If there is no access, django can throw it's own error. If acces is granted, django should return an empty response with X-Accel-Redirect set to file path. Simple view for that can look like this:
class MediaView(View):
def get(self, request):
if not request.user.is_authenticated():
raise Http404
response = HttpResponse()
response.status_code = 200
response['X-Accel-Redirect'] = request.path
# all this headers are cleared-out, so nginx can serve it's own, based on served file
del response['Content-Type']
del response['Content-Disposition']
del response['Accept-Ranges']
del response['Set-Cookie']
del response['Cache-Control']
del response['Expires']
return response
And in urls.py:
url(r'^media/', MediaView.as_view(), name="media")

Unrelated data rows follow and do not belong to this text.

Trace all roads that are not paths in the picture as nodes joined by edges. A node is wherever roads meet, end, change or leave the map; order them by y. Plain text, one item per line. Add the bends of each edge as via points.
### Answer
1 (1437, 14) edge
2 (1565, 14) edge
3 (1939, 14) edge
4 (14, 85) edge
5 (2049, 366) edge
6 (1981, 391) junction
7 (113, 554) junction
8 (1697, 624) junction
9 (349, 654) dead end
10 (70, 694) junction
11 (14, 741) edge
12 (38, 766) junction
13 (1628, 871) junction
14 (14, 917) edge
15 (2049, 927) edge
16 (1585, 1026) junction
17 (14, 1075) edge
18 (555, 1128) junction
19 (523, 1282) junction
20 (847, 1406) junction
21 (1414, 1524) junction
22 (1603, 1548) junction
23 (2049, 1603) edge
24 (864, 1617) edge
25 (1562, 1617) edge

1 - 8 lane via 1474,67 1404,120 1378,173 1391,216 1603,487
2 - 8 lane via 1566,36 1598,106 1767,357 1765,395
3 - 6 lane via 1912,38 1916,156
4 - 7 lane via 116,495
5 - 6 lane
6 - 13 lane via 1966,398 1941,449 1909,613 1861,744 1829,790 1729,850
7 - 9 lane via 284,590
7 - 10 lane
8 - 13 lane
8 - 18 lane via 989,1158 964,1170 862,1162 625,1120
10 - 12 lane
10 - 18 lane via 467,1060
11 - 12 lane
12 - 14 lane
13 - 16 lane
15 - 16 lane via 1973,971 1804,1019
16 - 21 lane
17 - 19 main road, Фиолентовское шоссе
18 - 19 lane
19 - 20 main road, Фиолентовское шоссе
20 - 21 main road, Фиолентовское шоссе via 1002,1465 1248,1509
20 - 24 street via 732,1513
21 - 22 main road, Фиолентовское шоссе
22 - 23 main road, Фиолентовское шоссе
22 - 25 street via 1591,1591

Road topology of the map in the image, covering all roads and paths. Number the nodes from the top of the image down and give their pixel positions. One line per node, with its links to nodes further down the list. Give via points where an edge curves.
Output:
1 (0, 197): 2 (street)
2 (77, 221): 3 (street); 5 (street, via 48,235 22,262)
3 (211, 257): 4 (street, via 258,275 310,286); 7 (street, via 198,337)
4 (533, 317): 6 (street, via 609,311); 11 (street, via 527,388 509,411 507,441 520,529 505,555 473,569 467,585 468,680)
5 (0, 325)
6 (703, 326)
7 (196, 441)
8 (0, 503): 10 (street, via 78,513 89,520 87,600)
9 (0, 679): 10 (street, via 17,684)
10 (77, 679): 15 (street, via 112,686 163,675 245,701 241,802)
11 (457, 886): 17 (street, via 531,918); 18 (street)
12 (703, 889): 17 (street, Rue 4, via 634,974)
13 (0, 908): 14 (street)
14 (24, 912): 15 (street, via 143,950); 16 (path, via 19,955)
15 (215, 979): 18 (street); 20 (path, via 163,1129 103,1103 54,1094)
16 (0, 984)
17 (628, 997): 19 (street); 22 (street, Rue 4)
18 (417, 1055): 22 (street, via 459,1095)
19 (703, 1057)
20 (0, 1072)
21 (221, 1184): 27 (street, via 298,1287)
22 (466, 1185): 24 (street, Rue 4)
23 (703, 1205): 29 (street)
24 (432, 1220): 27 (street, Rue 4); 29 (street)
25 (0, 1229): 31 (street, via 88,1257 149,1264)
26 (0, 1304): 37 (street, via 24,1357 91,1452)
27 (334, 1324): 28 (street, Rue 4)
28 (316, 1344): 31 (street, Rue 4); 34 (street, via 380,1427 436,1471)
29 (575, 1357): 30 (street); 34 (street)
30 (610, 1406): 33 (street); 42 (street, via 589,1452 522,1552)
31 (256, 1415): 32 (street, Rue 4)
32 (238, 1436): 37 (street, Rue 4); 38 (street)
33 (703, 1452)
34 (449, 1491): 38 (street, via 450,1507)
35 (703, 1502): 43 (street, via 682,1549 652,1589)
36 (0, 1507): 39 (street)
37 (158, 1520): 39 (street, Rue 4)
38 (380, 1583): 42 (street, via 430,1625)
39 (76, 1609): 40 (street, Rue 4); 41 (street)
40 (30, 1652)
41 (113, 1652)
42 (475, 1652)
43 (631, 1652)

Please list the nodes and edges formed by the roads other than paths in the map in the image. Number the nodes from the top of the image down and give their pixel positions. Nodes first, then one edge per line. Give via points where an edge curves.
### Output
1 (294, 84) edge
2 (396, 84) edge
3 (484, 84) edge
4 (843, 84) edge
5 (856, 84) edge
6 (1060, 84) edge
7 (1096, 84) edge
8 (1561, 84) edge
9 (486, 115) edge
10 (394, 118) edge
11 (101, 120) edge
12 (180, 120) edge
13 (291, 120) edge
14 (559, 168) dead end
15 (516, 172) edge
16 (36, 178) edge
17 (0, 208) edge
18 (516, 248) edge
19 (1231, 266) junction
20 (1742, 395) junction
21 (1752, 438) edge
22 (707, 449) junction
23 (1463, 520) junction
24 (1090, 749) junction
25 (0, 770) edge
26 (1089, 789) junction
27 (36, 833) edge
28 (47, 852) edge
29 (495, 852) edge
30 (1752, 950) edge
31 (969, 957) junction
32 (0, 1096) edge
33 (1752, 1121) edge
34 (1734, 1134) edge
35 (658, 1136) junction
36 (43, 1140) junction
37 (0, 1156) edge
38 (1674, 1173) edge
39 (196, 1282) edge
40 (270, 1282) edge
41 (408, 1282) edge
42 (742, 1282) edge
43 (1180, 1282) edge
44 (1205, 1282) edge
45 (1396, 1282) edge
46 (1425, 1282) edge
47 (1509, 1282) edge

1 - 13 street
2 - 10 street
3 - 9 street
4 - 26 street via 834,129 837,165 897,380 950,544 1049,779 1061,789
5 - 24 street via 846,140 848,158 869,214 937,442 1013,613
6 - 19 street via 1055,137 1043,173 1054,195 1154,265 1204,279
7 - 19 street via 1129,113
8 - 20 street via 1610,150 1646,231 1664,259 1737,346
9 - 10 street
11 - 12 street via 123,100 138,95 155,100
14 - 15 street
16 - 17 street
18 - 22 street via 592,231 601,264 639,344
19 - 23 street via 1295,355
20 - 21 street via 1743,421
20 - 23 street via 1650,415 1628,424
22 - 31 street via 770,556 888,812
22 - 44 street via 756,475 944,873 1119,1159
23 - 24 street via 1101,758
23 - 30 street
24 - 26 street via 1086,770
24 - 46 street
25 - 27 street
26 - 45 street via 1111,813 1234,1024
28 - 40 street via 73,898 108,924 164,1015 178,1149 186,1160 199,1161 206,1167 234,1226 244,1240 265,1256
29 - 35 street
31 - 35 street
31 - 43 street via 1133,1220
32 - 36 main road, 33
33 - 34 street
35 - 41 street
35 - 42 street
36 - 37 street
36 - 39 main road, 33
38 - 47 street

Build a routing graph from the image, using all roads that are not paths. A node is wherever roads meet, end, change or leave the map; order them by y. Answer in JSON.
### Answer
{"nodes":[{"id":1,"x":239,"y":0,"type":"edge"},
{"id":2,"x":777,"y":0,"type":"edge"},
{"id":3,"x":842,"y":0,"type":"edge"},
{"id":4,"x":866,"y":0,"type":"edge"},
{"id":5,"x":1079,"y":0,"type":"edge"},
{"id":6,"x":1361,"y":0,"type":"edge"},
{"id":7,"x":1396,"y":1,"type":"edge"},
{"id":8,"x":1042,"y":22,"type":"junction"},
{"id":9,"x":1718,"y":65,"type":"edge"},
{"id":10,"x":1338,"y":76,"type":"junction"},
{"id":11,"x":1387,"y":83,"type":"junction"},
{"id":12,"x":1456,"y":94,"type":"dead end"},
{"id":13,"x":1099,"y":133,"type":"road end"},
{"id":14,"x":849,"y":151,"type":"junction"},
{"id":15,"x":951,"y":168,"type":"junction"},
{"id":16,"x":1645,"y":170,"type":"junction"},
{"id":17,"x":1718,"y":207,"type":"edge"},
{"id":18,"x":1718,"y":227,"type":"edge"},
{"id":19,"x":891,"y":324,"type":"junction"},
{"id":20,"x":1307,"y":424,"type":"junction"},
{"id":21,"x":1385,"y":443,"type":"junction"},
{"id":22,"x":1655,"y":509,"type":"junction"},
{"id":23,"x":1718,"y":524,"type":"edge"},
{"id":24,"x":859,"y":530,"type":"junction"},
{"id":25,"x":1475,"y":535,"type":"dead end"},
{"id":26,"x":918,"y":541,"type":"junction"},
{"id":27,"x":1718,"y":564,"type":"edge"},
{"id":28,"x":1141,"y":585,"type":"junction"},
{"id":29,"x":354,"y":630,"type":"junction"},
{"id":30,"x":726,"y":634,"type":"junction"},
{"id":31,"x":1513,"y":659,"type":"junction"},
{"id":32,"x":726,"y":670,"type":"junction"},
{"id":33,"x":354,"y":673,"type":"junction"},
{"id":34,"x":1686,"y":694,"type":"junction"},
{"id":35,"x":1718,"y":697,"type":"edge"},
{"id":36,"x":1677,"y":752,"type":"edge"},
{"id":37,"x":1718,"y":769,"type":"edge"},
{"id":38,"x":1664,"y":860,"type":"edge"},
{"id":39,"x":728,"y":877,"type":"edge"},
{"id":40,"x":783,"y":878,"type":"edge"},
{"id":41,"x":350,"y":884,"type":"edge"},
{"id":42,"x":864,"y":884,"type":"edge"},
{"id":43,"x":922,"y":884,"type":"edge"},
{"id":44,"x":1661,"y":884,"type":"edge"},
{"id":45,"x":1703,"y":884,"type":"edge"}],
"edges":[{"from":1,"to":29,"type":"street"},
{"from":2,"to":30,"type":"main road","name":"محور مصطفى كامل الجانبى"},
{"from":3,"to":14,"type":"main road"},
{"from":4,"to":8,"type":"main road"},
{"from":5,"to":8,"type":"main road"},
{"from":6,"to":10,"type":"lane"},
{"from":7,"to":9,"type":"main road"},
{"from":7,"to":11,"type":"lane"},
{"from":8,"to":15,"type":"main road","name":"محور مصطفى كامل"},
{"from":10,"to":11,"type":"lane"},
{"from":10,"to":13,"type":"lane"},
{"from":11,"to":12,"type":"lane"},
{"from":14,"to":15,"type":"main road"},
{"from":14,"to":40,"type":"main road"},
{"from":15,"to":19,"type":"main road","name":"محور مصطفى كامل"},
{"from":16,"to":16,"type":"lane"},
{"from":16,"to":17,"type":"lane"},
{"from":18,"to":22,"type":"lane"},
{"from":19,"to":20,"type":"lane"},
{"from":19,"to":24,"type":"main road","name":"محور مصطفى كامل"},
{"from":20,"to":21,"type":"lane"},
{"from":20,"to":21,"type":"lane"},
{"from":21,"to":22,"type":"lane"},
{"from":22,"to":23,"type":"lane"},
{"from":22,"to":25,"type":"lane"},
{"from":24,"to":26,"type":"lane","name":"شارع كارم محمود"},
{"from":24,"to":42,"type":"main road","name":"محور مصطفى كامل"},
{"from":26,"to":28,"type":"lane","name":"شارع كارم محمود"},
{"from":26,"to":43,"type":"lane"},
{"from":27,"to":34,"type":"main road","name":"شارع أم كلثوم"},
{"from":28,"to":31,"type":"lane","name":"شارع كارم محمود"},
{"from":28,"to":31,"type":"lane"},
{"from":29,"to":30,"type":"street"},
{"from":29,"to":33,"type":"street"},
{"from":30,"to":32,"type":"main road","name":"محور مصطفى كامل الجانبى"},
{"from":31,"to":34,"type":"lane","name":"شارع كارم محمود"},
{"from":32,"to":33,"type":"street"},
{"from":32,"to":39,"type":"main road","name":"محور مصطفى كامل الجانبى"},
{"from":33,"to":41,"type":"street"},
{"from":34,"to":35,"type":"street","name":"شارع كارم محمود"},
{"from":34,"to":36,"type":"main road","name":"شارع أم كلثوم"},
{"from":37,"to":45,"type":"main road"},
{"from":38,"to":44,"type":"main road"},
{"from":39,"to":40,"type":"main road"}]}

It was my mis-understanding of how internal redirect works. According to the doc below
http://nginx.org/en/docs/http/ngx_http_core_module.html#internal
an internal settings in the nginx configuration means that any request with that uri from the external source will be served with 404. It has to come only from the internal. In my case, the /media is used from the client as well. So, this was ignored by nginx. The following configuration worked.
In nginx, I have the following configuration. Note that /media is removed.
location /protected/ {
internal;
alias /home/northfacing/media/;
}
location / {
proxy_set_header X-Forwarded-For $proxy_add_x_forwarded_for;
proxy_set_header Host $http_host;
proxy_redirect off;
proxy_pass http://127.0.0.1:8000;
}
and in python views,
def protect_uploads(request):
if settings.DEBUG == False:
response = HttpResponse()
response.status_code = 200
protected_uri = request.path_info.replace("/media", "/protected")
response['X-Accel-Redirect'] = protected_uri
del response['Content-Type']
del response['Content-Disposition']
del response['Accept-Ranges']
del response['Set-Cookie']
del response['Cache-Control']
del response['Expires']
logger.debug("protected uri served " + protected_uri)
return response
Thanks for all your suggestions. That lead to different experiments and eventually a fix.